* DATA *
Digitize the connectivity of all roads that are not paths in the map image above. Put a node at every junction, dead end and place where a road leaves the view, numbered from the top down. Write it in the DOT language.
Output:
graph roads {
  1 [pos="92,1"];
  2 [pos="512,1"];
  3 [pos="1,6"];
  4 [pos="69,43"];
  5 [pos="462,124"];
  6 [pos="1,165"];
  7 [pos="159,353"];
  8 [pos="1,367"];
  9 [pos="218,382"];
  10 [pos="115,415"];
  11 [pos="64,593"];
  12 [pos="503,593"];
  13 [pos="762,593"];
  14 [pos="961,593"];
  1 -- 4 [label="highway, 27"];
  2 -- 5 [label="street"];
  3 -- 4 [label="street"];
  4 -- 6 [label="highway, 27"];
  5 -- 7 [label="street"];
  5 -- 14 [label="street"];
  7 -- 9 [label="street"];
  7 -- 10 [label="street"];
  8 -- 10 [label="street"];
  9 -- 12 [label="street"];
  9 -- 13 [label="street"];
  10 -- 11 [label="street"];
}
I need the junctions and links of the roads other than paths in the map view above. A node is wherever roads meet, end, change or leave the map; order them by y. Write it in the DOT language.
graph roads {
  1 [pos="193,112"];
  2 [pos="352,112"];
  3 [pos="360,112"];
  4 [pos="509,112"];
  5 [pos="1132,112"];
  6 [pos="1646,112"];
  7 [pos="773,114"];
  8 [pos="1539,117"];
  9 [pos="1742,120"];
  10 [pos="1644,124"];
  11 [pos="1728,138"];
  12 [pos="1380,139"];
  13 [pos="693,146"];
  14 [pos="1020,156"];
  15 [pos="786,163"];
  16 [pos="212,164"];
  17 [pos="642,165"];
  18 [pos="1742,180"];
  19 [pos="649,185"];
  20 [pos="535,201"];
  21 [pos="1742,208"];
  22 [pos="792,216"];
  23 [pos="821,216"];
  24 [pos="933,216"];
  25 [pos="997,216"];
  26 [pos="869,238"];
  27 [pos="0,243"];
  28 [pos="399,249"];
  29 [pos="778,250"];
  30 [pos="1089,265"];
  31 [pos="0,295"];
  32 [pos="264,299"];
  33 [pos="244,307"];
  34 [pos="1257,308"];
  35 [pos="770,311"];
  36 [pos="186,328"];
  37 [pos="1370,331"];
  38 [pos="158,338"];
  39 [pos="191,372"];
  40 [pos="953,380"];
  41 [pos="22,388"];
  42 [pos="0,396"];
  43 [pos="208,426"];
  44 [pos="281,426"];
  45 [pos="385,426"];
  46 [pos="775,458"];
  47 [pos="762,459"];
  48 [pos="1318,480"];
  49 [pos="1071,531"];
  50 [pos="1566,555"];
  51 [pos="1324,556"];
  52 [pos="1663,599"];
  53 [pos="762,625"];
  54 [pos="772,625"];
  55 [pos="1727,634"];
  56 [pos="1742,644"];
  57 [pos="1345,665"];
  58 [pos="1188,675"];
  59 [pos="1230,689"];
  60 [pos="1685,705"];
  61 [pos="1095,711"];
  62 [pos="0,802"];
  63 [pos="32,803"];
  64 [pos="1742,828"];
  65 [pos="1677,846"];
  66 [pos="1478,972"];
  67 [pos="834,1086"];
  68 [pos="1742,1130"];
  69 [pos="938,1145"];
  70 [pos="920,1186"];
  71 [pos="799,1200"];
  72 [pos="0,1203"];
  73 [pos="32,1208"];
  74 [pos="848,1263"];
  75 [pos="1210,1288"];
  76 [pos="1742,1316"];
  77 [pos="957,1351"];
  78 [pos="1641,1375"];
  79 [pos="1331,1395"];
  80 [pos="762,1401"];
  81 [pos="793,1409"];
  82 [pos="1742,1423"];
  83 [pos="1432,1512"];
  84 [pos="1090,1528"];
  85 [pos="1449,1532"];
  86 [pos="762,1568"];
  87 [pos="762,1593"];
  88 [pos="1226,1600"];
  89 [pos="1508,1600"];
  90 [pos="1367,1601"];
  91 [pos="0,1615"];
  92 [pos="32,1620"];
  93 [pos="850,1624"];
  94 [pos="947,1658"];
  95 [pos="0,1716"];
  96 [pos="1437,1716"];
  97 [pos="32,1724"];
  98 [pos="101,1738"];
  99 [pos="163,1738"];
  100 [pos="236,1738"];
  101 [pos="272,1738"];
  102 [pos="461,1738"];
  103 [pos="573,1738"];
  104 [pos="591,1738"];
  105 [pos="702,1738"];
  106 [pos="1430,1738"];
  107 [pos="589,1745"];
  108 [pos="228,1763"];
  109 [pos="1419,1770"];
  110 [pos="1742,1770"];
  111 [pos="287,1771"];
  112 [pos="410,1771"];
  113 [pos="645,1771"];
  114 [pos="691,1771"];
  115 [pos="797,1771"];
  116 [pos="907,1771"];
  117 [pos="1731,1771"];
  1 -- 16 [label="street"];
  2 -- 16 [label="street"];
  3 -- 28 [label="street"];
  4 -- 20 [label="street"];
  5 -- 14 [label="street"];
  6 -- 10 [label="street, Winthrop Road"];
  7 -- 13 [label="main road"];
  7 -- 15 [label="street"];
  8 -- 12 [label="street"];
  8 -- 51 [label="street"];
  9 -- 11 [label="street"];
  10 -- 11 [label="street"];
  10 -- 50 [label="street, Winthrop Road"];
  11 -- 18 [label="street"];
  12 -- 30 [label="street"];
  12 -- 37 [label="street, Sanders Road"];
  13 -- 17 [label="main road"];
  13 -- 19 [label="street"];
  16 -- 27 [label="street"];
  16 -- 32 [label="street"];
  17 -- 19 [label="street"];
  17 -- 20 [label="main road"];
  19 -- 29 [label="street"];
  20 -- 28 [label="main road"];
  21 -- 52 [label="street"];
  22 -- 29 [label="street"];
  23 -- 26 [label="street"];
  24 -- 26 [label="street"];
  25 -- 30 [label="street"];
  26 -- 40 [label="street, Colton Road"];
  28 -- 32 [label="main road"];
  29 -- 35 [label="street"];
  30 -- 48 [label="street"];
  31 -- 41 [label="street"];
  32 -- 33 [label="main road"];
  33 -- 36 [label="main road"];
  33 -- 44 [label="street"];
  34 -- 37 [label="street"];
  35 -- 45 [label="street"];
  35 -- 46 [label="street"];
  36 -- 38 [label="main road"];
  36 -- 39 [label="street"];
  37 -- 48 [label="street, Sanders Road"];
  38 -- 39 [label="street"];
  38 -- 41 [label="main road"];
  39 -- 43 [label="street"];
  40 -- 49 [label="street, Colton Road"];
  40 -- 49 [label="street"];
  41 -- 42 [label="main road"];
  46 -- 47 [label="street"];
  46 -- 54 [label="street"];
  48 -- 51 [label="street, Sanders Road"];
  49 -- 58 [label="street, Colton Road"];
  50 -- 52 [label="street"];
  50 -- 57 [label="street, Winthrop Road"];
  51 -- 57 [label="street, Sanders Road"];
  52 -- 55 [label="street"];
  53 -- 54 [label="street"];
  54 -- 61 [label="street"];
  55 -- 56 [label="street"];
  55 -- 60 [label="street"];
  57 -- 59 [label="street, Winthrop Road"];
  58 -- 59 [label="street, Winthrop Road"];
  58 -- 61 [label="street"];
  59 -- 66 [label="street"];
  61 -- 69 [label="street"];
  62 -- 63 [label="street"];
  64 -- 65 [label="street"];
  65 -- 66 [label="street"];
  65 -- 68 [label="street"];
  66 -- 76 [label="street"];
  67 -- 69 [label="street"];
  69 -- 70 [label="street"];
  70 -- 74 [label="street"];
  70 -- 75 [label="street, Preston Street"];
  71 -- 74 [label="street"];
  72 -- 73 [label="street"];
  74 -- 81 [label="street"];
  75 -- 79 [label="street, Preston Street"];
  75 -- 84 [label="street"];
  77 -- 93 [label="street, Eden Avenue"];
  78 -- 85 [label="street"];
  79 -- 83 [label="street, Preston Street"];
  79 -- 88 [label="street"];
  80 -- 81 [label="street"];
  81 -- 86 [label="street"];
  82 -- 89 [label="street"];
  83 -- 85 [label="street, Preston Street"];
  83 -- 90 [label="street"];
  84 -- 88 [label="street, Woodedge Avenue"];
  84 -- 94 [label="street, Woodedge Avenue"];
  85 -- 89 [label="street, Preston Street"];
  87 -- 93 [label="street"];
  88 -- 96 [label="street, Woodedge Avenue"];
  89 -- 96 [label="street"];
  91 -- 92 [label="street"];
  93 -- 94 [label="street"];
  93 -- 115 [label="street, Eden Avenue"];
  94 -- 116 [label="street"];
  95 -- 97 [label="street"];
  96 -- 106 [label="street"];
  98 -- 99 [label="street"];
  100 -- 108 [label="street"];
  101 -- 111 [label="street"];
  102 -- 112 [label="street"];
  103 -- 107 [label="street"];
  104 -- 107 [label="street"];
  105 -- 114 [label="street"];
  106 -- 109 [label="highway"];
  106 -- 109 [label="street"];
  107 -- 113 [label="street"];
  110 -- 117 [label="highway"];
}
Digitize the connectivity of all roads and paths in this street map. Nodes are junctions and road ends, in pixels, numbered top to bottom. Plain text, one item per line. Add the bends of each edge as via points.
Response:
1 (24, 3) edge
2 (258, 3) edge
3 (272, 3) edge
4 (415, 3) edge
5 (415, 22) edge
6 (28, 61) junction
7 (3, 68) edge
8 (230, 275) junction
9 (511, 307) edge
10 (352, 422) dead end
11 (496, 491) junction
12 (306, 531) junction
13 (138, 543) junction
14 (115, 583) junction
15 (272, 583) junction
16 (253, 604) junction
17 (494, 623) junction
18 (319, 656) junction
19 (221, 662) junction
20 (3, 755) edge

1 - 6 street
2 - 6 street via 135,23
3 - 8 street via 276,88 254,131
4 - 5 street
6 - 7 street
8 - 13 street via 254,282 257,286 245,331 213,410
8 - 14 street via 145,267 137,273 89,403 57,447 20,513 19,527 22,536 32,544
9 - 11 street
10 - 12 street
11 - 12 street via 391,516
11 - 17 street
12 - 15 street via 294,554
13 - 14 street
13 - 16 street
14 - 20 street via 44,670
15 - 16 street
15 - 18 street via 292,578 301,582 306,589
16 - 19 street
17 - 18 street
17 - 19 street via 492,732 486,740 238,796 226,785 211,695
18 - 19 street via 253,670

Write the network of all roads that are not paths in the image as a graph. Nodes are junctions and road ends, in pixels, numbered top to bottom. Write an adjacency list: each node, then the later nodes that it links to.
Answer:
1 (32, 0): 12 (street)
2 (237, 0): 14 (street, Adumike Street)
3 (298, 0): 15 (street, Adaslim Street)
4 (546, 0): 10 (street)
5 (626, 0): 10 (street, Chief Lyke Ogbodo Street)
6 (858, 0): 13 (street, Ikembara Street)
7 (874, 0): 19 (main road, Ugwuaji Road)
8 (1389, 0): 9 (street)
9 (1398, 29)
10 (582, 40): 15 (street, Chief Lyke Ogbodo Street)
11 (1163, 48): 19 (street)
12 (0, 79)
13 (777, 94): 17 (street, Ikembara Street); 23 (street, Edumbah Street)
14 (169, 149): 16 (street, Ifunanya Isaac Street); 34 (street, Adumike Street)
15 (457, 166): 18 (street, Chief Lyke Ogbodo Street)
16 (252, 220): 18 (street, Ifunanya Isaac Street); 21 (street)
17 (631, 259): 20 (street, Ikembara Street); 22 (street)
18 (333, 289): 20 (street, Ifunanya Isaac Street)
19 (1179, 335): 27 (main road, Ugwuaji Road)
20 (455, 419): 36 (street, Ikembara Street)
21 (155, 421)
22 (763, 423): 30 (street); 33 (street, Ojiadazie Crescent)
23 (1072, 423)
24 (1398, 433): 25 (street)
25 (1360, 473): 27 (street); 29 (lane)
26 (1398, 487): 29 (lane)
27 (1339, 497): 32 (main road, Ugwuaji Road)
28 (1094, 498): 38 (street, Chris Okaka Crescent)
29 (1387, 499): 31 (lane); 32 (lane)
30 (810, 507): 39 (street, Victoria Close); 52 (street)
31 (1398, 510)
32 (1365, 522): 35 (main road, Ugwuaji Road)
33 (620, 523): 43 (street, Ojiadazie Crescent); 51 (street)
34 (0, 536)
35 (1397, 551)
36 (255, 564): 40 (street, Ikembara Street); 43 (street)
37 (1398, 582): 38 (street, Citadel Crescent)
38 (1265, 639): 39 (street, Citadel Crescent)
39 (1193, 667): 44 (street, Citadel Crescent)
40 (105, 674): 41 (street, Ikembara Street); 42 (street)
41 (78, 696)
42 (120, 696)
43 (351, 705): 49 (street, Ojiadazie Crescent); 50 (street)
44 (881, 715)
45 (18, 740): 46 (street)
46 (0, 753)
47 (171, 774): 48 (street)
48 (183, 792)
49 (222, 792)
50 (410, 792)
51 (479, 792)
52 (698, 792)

* TASK INSTRUCTIONS *
Tell how many lines of the records above hold "Write", giving the number and nothing else.

* PROBLEM SOLUTION *
3